_EXERCISE_.
Select every line below containing the word "Alvarado".

★ ★ ★ ★

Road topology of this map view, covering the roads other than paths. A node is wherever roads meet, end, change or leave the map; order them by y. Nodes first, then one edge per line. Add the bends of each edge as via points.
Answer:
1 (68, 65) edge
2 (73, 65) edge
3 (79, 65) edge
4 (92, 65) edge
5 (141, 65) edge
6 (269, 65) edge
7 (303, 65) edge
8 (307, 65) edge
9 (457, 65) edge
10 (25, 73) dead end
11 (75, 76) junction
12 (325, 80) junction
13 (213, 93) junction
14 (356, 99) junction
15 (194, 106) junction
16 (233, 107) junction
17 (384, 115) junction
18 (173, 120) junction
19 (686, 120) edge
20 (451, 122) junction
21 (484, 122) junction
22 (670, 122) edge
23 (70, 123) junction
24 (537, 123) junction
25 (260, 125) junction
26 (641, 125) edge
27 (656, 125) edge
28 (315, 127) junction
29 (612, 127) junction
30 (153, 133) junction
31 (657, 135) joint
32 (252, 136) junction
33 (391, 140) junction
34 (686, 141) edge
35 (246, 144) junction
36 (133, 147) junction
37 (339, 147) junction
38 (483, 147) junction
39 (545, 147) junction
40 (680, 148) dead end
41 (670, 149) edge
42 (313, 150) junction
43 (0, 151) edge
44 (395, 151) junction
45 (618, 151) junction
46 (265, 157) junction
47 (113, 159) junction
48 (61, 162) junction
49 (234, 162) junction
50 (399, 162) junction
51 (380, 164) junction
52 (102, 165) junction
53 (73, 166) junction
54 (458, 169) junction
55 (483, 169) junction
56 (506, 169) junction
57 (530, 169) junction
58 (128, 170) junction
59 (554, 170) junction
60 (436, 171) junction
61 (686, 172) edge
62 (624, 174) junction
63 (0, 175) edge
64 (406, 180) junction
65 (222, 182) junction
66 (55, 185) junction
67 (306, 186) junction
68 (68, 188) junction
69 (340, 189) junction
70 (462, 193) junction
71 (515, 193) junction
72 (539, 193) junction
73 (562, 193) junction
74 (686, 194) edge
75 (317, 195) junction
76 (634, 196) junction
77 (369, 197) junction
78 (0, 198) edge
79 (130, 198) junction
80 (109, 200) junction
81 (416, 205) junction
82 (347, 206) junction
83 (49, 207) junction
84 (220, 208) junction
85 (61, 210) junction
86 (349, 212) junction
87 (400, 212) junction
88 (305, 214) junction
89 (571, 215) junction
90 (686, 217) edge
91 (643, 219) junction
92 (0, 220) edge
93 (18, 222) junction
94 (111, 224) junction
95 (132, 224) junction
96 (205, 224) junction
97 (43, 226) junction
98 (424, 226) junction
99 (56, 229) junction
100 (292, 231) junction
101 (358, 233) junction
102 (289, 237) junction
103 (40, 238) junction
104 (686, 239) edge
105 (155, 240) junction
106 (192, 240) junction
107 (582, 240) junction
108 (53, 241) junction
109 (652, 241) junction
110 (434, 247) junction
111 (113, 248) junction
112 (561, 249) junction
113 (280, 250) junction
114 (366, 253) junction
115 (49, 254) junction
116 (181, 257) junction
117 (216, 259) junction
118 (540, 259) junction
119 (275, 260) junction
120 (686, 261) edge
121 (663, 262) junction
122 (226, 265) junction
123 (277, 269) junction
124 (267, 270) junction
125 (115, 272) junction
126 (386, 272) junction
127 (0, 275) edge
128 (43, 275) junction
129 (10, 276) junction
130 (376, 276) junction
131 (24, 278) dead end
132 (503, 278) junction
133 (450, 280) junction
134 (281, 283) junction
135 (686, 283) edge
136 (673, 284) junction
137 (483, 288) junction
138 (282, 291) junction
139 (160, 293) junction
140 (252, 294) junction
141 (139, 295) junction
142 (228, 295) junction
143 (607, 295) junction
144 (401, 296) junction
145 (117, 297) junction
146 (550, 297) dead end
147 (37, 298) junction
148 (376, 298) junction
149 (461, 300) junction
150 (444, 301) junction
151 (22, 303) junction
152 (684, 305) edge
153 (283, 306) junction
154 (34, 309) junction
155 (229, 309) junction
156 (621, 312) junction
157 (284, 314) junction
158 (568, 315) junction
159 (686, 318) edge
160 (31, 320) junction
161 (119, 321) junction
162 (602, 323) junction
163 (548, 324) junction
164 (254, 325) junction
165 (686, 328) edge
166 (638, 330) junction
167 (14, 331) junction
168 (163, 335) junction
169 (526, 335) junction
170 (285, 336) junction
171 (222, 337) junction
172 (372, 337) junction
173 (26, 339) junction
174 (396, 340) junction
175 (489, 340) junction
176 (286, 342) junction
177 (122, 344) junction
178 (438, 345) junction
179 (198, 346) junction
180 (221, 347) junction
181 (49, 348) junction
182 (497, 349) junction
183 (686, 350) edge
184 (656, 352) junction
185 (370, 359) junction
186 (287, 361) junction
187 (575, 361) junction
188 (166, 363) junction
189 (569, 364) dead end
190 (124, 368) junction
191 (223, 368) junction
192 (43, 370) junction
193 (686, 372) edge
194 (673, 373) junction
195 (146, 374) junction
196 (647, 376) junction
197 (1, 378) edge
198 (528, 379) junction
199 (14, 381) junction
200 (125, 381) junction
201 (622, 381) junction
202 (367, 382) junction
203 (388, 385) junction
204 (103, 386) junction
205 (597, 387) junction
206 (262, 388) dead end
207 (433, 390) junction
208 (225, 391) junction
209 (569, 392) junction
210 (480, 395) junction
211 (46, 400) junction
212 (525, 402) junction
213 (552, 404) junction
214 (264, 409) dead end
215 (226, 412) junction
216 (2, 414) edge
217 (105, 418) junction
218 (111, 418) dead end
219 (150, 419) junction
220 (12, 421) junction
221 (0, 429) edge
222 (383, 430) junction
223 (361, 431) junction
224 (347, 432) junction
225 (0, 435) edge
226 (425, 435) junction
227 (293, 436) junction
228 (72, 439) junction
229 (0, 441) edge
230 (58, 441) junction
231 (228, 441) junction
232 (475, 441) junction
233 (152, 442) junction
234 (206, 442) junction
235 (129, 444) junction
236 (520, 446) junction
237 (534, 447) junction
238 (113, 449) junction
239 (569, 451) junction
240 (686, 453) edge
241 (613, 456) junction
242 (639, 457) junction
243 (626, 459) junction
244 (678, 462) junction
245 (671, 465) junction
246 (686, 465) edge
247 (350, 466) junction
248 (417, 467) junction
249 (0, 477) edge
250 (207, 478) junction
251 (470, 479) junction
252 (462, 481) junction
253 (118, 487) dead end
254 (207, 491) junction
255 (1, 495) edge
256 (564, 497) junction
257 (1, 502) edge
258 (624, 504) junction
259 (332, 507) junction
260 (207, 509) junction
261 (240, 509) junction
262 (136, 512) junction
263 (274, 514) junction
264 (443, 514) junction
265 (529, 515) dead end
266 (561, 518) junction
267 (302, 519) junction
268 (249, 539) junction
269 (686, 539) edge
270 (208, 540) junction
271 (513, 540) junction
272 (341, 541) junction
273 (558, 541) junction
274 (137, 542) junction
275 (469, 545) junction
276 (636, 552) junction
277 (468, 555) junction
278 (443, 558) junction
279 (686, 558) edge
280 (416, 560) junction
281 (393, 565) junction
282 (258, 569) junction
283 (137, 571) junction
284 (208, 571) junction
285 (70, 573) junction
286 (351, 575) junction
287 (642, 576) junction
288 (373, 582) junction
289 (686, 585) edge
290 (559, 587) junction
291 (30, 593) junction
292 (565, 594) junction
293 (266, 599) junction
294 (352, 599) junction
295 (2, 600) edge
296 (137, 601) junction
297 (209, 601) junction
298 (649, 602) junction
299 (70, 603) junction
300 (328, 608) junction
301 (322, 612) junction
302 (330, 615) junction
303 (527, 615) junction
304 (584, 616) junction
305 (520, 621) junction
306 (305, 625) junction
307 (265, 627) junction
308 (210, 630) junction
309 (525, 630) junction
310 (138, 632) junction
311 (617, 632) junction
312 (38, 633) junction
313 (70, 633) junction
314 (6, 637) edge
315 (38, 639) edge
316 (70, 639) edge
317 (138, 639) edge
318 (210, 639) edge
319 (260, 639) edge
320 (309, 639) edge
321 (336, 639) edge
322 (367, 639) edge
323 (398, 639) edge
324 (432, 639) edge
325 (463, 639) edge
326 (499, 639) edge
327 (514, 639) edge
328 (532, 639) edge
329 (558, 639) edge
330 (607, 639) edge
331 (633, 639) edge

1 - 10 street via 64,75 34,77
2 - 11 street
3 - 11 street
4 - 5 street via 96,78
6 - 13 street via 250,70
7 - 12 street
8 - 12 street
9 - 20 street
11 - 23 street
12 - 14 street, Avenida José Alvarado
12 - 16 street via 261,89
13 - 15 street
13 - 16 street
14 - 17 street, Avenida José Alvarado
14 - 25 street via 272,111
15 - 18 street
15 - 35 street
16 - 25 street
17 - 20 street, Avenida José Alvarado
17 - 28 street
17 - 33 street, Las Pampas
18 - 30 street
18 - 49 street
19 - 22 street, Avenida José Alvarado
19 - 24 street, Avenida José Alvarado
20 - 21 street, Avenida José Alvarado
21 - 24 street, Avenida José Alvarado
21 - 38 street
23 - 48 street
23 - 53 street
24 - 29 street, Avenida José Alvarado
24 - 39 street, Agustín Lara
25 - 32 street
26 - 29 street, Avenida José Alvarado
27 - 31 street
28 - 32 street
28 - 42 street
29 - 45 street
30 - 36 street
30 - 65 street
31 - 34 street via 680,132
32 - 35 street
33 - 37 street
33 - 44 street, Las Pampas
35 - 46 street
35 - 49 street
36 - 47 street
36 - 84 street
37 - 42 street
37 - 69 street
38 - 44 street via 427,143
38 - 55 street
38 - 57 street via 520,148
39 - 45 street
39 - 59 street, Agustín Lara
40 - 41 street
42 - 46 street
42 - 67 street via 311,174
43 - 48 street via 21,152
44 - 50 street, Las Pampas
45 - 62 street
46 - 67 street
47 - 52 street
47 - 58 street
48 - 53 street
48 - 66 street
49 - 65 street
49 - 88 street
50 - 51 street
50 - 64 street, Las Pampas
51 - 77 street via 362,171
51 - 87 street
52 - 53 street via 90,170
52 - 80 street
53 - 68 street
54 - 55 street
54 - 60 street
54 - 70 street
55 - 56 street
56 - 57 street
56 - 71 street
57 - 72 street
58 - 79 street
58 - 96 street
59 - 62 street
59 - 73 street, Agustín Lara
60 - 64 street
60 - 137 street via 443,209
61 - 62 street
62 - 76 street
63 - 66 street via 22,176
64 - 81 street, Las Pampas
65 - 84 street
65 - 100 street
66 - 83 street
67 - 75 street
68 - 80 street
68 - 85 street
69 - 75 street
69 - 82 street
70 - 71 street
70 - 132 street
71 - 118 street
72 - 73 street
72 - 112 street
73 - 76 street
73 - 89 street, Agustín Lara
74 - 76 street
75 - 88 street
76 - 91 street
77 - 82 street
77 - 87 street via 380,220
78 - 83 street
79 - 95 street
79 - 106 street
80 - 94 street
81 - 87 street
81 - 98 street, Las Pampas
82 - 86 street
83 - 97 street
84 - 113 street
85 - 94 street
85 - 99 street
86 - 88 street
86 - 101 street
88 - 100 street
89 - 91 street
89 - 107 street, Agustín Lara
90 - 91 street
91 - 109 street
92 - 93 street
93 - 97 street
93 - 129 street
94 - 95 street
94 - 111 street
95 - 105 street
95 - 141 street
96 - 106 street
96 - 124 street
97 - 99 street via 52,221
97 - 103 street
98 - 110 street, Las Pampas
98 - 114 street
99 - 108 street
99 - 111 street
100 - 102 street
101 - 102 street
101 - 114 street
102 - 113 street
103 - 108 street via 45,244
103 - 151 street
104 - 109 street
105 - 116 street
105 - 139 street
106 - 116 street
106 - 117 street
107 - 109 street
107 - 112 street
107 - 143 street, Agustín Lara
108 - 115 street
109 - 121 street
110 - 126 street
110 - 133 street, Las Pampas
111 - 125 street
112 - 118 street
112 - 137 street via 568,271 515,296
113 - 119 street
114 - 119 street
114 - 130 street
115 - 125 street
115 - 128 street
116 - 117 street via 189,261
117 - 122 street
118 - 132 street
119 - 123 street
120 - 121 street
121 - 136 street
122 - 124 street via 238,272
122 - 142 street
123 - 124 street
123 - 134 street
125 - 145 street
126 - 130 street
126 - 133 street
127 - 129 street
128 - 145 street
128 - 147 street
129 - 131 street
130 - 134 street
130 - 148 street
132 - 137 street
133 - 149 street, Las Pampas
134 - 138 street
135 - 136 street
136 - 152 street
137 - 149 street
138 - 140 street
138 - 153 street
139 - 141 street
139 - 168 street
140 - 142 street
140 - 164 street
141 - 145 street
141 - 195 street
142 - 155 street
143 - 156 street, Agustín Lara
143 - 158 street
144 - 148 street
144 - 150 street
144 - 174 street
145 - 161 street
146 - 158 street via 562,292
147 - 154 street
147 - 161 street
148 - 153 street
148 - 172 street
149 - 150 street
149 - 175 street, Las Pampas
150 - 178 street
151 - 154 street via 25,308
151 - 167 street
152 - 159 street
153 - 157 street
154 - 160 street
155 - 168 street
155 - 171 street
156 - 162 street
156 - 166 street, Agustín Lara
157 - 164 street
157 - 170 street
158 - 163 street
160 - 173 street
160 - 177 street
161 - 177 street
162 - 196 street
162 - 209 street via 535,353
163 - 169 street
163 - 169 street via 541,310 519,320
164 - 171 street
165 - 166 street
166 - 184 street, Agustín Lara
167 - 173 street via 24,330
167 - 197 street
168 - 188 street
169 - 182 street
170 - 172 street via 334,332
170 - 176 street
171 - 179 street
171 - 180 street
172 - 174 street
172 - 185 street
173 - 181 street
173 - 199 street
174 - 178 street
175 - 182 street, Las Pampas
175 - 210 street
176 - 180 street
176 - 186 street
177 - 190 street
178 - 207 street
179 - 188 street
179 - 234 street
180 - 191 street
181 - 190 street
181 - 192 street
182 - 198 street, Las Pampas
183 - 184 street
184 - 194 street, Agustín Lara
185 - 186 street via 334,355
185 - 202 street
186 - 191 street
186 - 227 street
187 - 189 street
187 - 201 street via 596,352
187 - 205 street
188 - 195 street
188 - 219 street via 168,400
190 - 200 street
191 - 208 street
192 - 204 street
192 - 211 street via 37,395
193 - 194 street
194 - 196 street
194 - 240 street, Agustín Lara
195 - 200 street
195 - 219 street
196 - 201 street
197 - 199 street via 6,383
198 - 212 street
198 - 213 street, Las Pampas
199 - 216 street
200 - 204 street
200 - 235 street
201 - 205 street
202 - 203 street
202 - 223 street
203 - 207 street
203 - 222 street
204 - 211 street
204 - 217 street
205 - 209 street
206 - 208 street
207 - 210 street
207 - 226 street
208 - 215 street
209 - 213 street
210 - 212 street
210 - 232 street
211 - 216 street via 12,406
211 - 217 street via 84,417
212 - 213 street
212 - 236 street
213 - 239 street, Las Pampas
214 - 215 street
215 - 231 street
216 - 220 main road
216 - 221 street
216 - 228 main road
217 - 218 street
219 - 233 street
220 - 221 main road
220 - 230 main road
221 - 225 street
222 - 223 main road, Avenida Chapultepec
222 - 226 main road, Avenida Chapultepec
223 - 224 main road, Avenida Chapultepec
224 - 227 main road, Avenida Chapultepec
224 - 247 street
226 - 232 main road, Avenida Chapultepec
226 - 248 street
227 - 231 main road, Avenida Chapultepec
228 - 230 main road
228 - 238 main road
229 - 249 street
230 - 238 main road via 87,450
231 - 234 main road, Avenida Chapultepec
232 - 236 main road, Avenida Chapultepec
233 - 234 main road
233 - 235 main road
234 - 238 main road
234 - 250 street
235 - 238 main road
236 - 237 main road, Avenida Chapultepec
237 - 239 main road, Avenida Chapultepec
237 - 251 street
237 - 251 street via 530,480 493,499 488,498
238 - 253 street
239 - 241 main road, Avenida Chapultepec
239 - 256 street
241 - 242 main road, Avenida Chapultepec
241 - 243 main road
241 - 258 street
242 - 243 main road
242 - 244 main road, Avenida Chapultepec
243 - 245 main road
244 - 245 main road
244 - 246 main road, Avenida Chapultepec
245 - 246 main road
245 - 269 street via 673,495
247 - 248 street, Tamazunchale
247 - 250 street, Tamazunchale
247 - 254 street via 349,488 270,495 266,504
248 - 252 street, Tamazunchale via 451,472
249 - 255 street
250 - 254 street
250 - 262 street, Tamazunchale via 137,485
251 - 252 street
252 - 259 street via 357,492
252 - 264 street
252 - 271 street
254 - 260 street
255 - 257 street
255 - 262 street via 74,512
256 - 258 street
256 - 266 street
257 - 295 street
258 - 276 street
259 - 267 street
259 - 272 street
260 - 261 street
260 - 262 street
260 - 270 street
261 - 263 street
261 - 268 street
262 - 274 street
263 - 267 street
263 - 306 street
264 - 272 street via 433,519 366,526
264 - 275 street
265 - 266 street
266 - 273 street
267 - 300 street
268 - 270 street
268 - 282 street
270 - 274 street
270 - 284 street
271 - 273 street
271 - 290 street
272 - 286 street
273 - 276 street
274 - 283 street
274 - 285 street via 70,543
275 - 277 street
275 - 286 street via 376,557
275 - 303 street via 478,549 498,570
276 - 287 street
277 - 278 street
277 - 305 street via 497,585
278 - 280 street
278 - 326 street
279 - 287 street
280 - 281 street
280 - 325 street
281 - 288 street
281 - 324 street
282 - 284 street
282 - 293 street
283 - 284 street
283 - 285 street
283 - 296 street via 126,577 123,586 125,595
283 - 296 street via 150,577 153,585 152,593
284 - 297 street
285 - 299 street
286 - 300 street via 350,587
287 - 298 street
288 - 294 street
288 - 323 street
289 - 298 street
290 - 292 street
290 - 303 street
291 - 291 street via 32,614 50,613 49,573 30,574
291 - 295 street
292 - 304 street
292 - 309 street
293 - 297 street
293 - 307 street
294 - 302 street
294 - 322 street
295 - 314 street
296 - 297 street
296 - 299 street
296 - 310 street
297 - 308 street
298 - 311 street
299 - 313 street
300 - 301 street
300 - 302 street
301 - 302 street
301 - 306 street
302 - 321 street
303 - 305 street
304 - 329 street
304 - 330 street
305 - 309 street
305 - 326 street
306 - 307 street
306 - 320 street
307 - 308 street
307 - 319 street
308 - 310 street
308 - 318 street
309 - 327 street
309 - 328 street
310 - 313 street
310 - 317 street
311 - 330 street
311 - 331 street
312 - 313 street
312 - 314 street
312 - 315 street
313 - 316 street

★ ★ ★ ★

_RESPONSE AREA_.
12 - 14 street, Avenida José Alvarado
14 - 17 street, Avenida José Alvarado
17 - 20 street, Avenida José Alvarado
19 - 22 street, Avenida José Alvarado
19 - 24 street, Avenida José Alvarado
20 - 21 street, Avenida José Alvarado
21 - 24 street, Avenida José Alvarado
24 - 29 street, Avenida José Alvarado
26 - 29 street, Avenida José Alvarado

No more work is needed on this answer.